Peter, of course an icon of a given saint should have some resemblance to him or her, if there exists a historical description, verbal, or painted portrait. This is not always the case, however. If a saint's actual physical appearance is not known, this does NOT give licence to the iconographer to paint that saint using a living person as a model, as did Michelangelo and other artists, in the manner I mentioned in my last post. Self-portraits in the guise of portraying saints is a particularly arrogant gesture, even in a non-Orthodox artwork.
For many saints, particularly female saints, there exists no record of what they looked like, so an iconographer draws from the life of the saint, the liturgical material written for him or her, etc, and paints an icon consistent with the qualities of that saint: layman/monastic/cleric (of appropriate rank), humble or noble birth, station in life (warrior, unmercenary healer, etc) where this has a spiritual meaning, whether the saint was young or aged at repose, whether he or she died a martyr's death, the list goes on.
It was common practice for many early bishops and other holy ones of renown to have a detailed physical description written of them soon after their death, in part to aid in their iconographic portrayal should they be later glorified as saints. This is why icons of many of the early saints and apostles are so consistent in their portrayal over so many centuries. St John Chrysostom, for instance, is always shown with short, slightly receding dark hair, and a short, neatly-trimmed beard. St Mary of Egypt is shown with unruly white hair, wizened skin (from her many years of ascetic life in the desert), and wearing a rough cloak over one shoulder.
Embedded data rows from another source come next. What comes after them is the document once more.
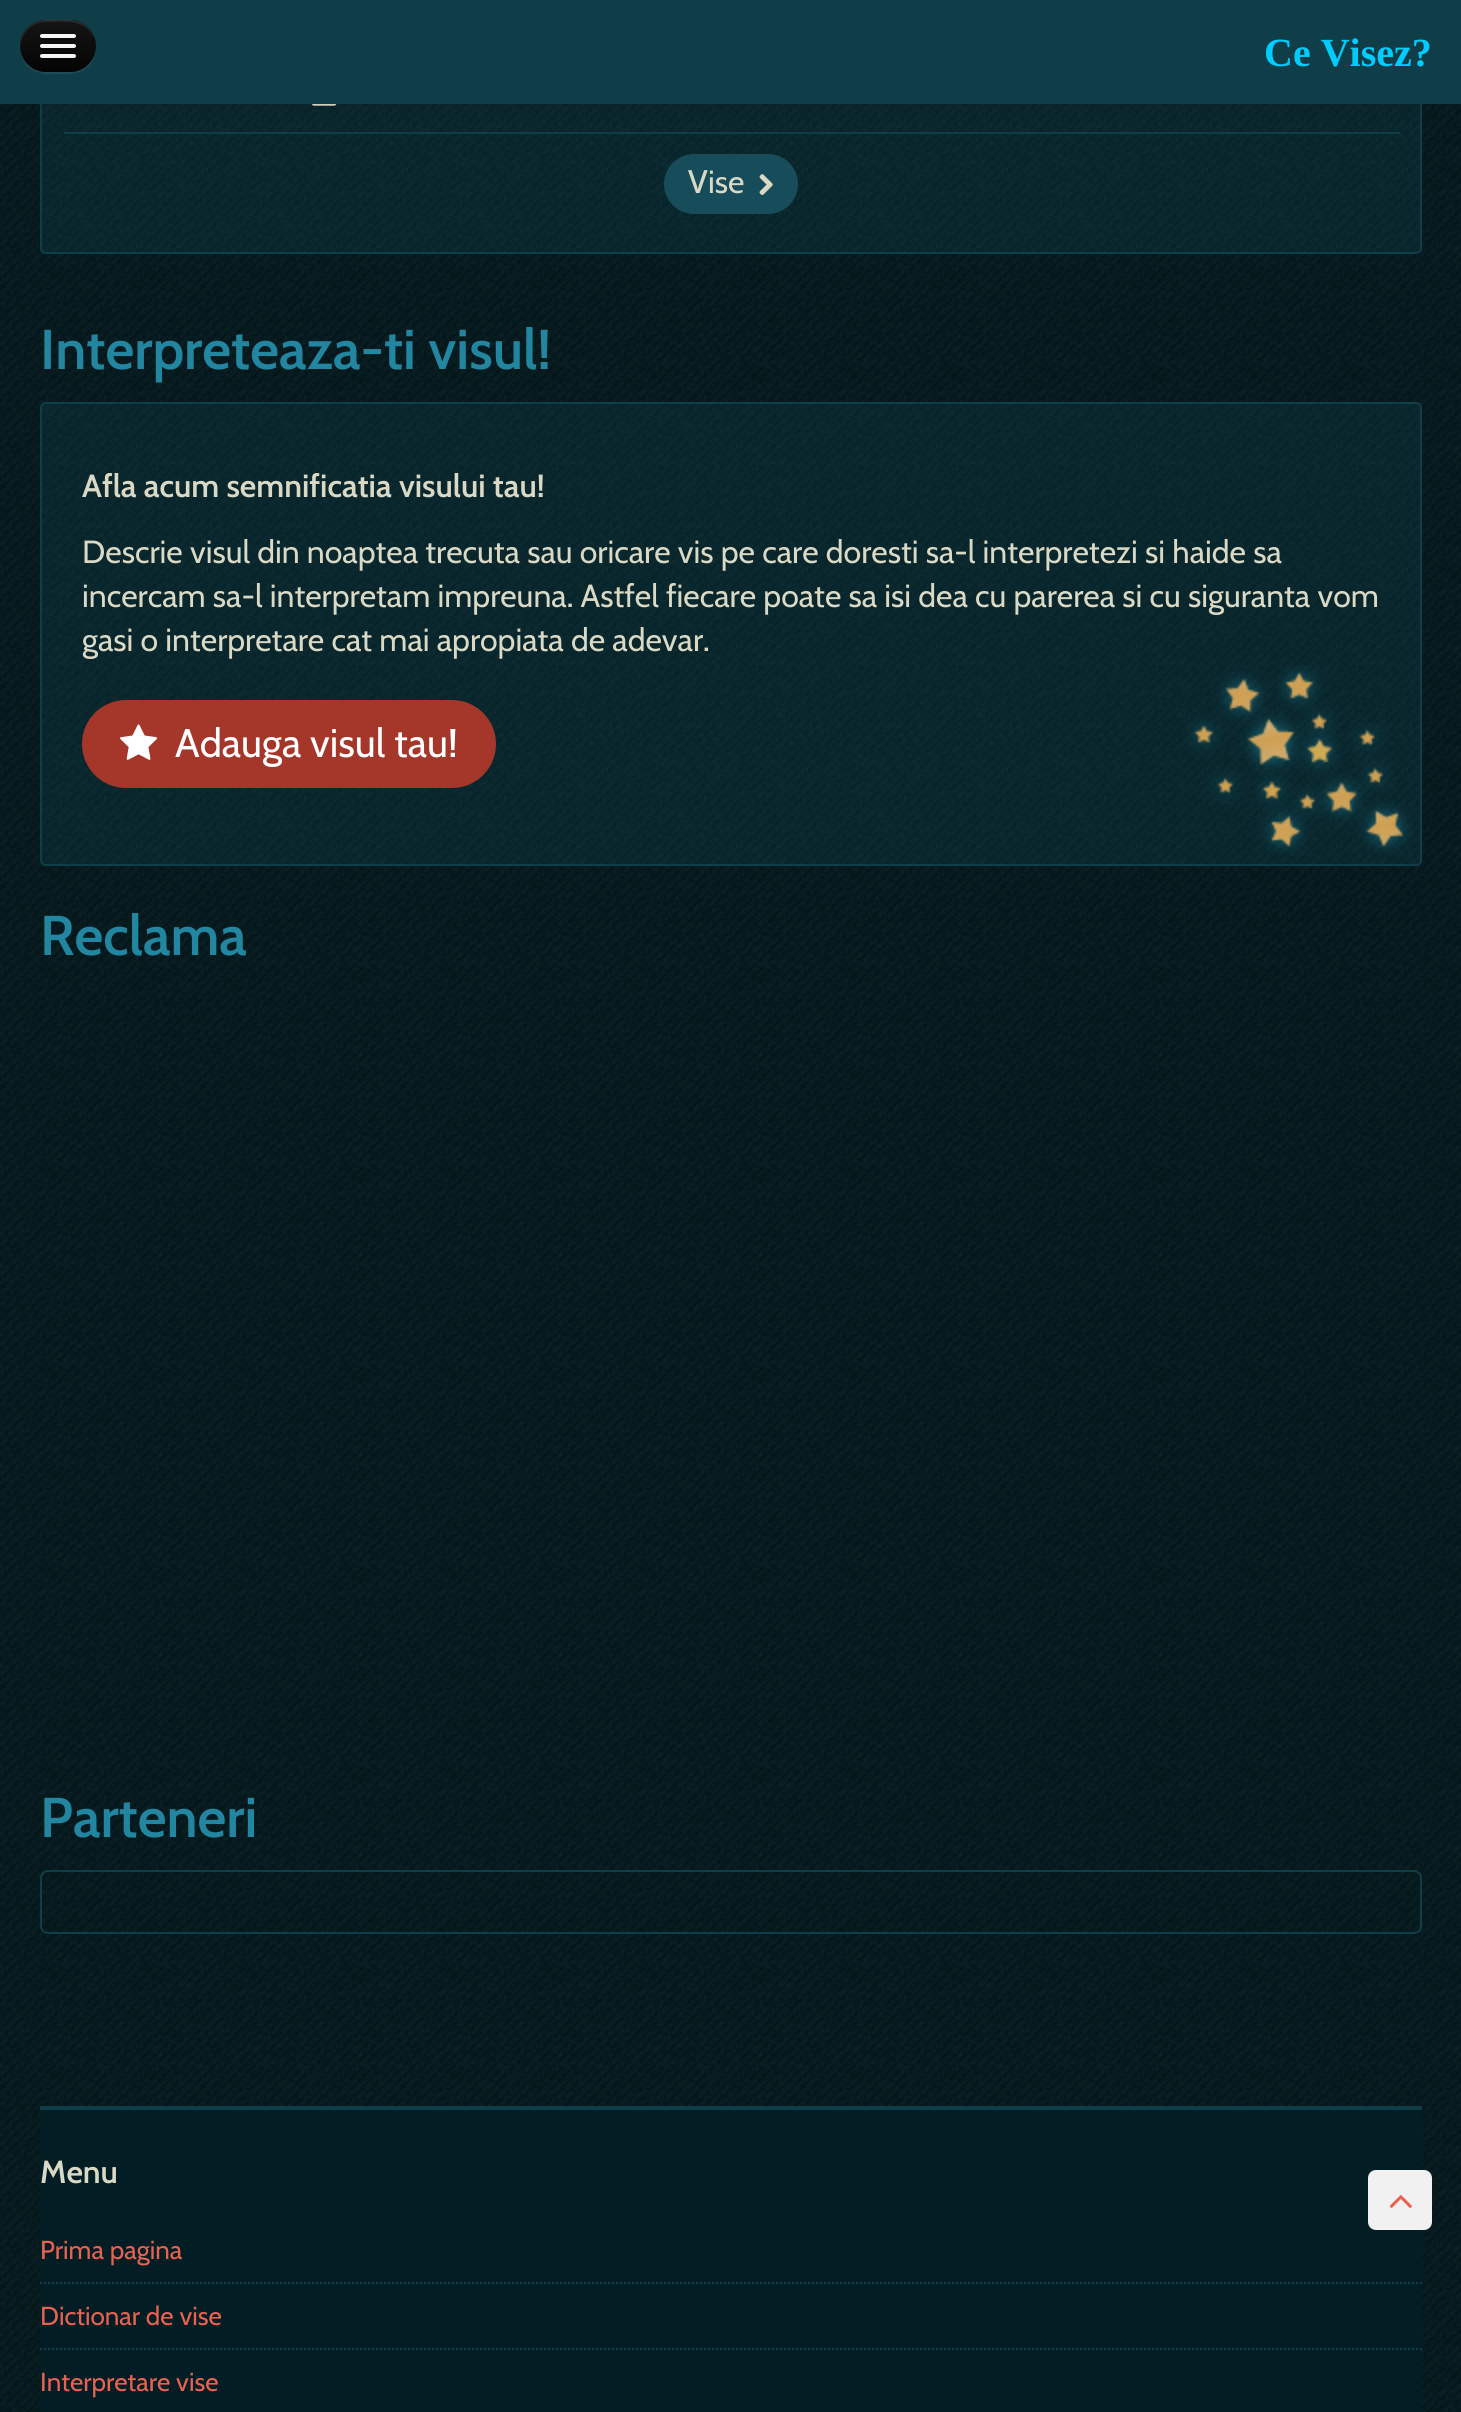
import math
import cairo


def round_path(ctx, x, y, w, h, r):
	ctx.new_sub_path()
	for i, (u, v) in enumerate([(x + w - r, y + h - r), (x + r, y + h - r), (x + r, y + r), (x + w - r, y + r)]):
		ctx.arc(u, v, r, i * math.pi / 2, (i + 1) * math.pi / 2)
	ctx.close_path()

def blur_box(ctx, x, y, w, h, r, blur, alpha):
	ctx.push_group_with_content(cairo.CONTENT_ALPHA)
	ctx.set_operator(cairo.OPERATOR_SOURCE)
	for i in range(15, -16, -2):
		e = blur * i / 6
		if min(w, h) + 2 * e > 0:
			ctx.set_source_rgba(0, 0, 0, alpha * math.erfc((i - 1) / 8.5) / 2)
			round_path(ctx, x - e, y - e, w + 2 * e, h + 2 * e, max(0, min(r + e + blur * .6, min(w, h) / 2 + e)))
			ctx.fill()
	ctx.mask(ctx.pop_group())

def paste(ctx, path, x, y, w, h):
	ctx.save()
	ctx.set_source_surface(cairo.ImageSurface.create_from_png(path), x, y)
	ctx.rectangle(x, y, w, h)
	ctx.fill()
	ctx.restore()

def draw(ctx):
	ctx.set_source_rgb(1, 1, 1)
	ctx.paint()
	paste(ctx, 'media/1.png', 0, 104, 1461, 2308)
	ctx.set_source_rgba(0.09, 0.298, 0.357, 0.25)
	round_path(ctx, 41, -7, 1380, 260, 5)
	ctx.fill_preserve()
	ctx.set_source_rgb(0.059, 0.239, 0.282)
	ctx.stroke()
	ctx.rectangle(64, 132, 1336, 2)
	ctx.fill()
	paste(ctx, 'media/2.png', 312, 104, 25, 2)
	ctx.set_source_rgb(0, 0, 0)
	blur_box(ctx, 0, 2, 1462, 104, 0, 10, 0.1)
	ctx.set_source_rgb(0.059, 0.239, 0.282)
	ctx.rectangle(0, 0, 1461, 104)
	ctx.fill()
	ctx.set_source_rgb(0.129, 0.298, 0.337)
	ctx.new_path()
	ctx.move_to(20, 47)
	ctx.curve_to(20, 60, 28, 71, 41, 73)
	ctx.curve_to(46, 75, 52, 74, 58, 74)
	ctx.curve_to(64, 74, 70, 75, 75, 73)
	ctx.curve_to(88, 71, 96, 60, 96, 47)
	ctx.curve_to(95, 61, 84, 72, 70, 72)
	ctx.line_to(46, 72)
	ctx.curve_to(32, 72, 21, 61, 20, 47)
	ctx.close_path()
	ctx.fill()
	gradient = cairo.LinearGradient(58, 20, 58, 72)
	gradient.add_color_stop_rgba(0, 0.082, 0.082, 0.082, 1)
	gradient.add_color_stop_rgba(1, 0.016, 0.016, 0.016, 1)
	ctx.set_source(gradient)
	round_path(ctx, 20, 20, 76, 52, 26)
	ctx.fill()
	ctx.set_source_rgba(1, 1, 1, 0.1)
	ctx.new_path()
	ctx.move_to(46, 22)
	ctx.curve_to(62, 22, 84, 18, 93, 36)
	ctx.curve_to(96, 41, 96, 46, 95, 52)
	ctx.curve_to(98, 38, 89, 23, 75, 21)
	ctx.curve_to(70, 19, 64, 20, 58, 20)
	ctx.curve_to(52, 20, 46, 19, 41, 21)
	ctx.curve_to(28, 23, 19, 36, 20, 49)
	ctx.curve_to(20, 36, 29, 22, 46, 22)
	ctx.close_path()
	ctx.fill()
	ctx.set_source_rgb(0.043, 0.043, 0.043)
	ctx.new_path()
	ctx.move_to(40.5, 37)
	ctx.curve_to(38, 41, 47, 40, 47.5, 40)
	ctx.line_to(68.5, 40)
	ctx.curve_to(69, 40, 78, 41, 75.5, 37)
	ctx.curve_to(75.5, 37.5, 74.5, 38, 74, 38)
	ctx.line_to(42, 38)
	ctx.curve_to(41.5, 38, 40.5, 37.5, 40.5, 37)
	ctx.close_path()
	ctx.fill()
	ctx.set_source_rgb(0.961, 0.961, 0.961)
	round_path(ctx, 40, 34, 36, 4, 2)
	ctx.fill()
	ctx.set_source_rgb(0.035, 0.035, 0.035)
	ctx.new_path()
	ctx.move_to(40.5, 47)
	ctx.curve_to(38, 51, 47, 50, 47.5, 50)
	ctx.line_to(68.5, 50)
	ctx.curve_to(69, 50, 78, 51, 75.5, 47)
	ctx.curve_to(75.5, 47.5, 74.5, 48, 74, 48)
	ctx.line_to(42, 48)
	ctx.curve_to(41.5, 48, 40.5, 47.5, 40.5, 47)
	ctx.close_path()
	ctx.fill()
	ctx.set_source_rgb(0.961, 0.961, 0.961)
	round_path(ctx, 40, 44, 36, 4, 2)
	ctx.fill()
	round_path(ctx, 40, 54, 36, 4, 2)
	ctx.fill()
	ctx.select_font_face('Liberation Serif', cairo.FONT_SLANT_NORMAL, cairo.FONT_WEIGHT_BOLD)
	ctx.set_font_size(40)
	ctx.set_source_rgb(0, 0.8, 1)
	ctx.move_to(1264, 66)
	ctx.show_text('Ce Visez?')
	ctx.set_source_rgb(0.09, 0.298, 0.357)
	round_path(ctx, 664, 154, 134, 60, 30)
	ctx.fill()
	ctx.select_font_face('Noto Sans Medium')
	ctx.set_font_size(32)
	ctx.set_source_rgb(0.851, 0.851, 0.773)
	ctx.move_to(688, 193)
	ctx.show_text('V')
	ctx.select_font_face('Cabin')
	ctx.move_to(708, 193)
	ctx.show_text('ise')
	paste(ctx, 'media/3.png', 759, 174, 14, 21)
	ctx.select_font_face('Cabin SemiBold')
	ctx.set_font_size(56)
	ctx.set_source_rgb(0.133, 0.525, 0.631)
	ctx.move_to(40, 369)
	ctx.show_text('Interpreteaza-ti visul!')
	ctx.set_source_rgba(0.09, 0.298, 0.357, 0.25)
	round_path(ctx, 40, 402, 1382, 464, 6)
	ctx.fill()
	paste(ctx, 'media/4.png', 1186, 665, 226, 190)
	round_path(ctx, 41, 403, 1380, 462, 5)
	ctx.set_source_rgb(0.059, 0.239, 0.282)
	ctx.stroke()
	ctx.set_font_size(32)
	ctx.set_source_rgb(0.851, 0.851, 0.773)
	ctx.move_to(82, 497)
	ctx.show_text('Afla acum semnificatia visului tau!')
	ctx.select_font_face('Cabin')
	for x, y, s in [
		(82, 563, 'Descrie visul din noaptea trecuta sau oricare vis pe care doresti sa-l interpretezi si haide sa'),
		(82, 607, 'incercam sa-l interpretam impreuna. Astfel fiecare poate sa isi dea cu parerea si cu siguranta vom'),
		(82, 651, 'gasi o interpretare cat mai apropiata de adevar.'),
	]:
		ctx.move_to(x, y)
		ctx.show_text(s)
	ctx.set_source_rgb(0.643, 0.216, 0.165)
	round_path(ctx, 82, 700, 414, 88, 44)
	ctx.fill()
	paste(ctx, 'media/5.png', 120, 724, 38, 36)
	ctx.set_font_size(40)
	ctx.set_source_rgb(1, 1, 1)
	ctx.move_to(175, 757)
	ctx.show_text('Adauga visul tau!')
	ctx.select_font_face('Cabin SemiBold')
	ctx.set_font_size(56)
	ctx.set_source_rgb(0.133, 0.525, 0.631)
	ctx.move_to(40, 955)
	ctx.show_text('Reclama')
	ctx.move_to(40, 1837)
	ctx.show_text('Parteneri')
	round_path(ctx, 41, 1871, 1380, 62, 7)
	ctx.set_source_rgb(0.059, 0.239, 0.282)
	ctx.stroke()
	ctx.set_source_rgb(0.008, 0.118, 0.141)
	ctx.rectangle(40, 2110, 1382, 302)
	ctx.fill()
	ctx.set_source_rgb(0.945, 0.945, 0.945)
	round_path(ctx, 1368, 2170, 64, 60, 8)
	ctx.fill()
	paste(ctx, 'media/6.png', 1389, 2195, 23, 13)
	ctx.set_source_rgb(0.059, 0.239, 0.282)
	ctx.rectangle(40, 2106, 1382, 4)
	ctx.fill()
	ctx.set_font_size(32)
	ctx.set_source_rgb(0.851, 0.851, 0.773)
	ctx.move_to(40, 2183)
	ctx.show_text('Menu')
	ctx.new_path()
	ctx.move_to(40, 2283)
	ctx.line_to(1422, 2283)
	ctx.set_source_rgb(0.059, 0.239, 0.282)
	ctx.set_dash([2, 2])
	ctx.stroke()
	ctx.select_font_face('Cabin')
	ctx.set_font_size(26)
	ctx.set_source_rgb(0.914, 0.38, 0.318)
	ctx.move_to(40, 2259)
	ctx.show_text('Prima pagina')
	ctx.new_path()
	ctx.move_to(40, 2349)
	ctx.line_to(1422, 2349)
	ctx.set_source_rgb(0.059, 0.239, 0.282)
	ctx.stroke()
	ctx.set_source_rgb(0.914, 0.38, 0.318)
	ctx.move_to(40, 2325)
	ctx.show_text('Dictionar de vise')
	ctx.move_to(40, 2391)
	ctx.show_text('Interpretare vise')


surface = cairo.ImageSurface(cairo.FORMAT_RGB24, 1461, 2412)
ctx = cairo.Context(surface)
options = cairo.FontOptions()
options.set_hint_metrics(cairo.HINT_METRICS_OFF)
options.set_hint_style(cairo.HINT_STYLE_NONE)
ctx.set_font_options(options)
ctx.set_miter_limit(4)
draw(ctx)
surface.write_to_png('image.png')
More recent saints may have the added advantage of photographic evidence, though the iconographer must be careful to not paint the icon in a photo-realistic style devoid of otherwordliness, nor should there be such features suggesting physical deformity or imperfection (such as wearing spectacles - a common modern mistake), as an icon should show the saint in his or her spiritually perfected, heavenly state, as you rightly stated.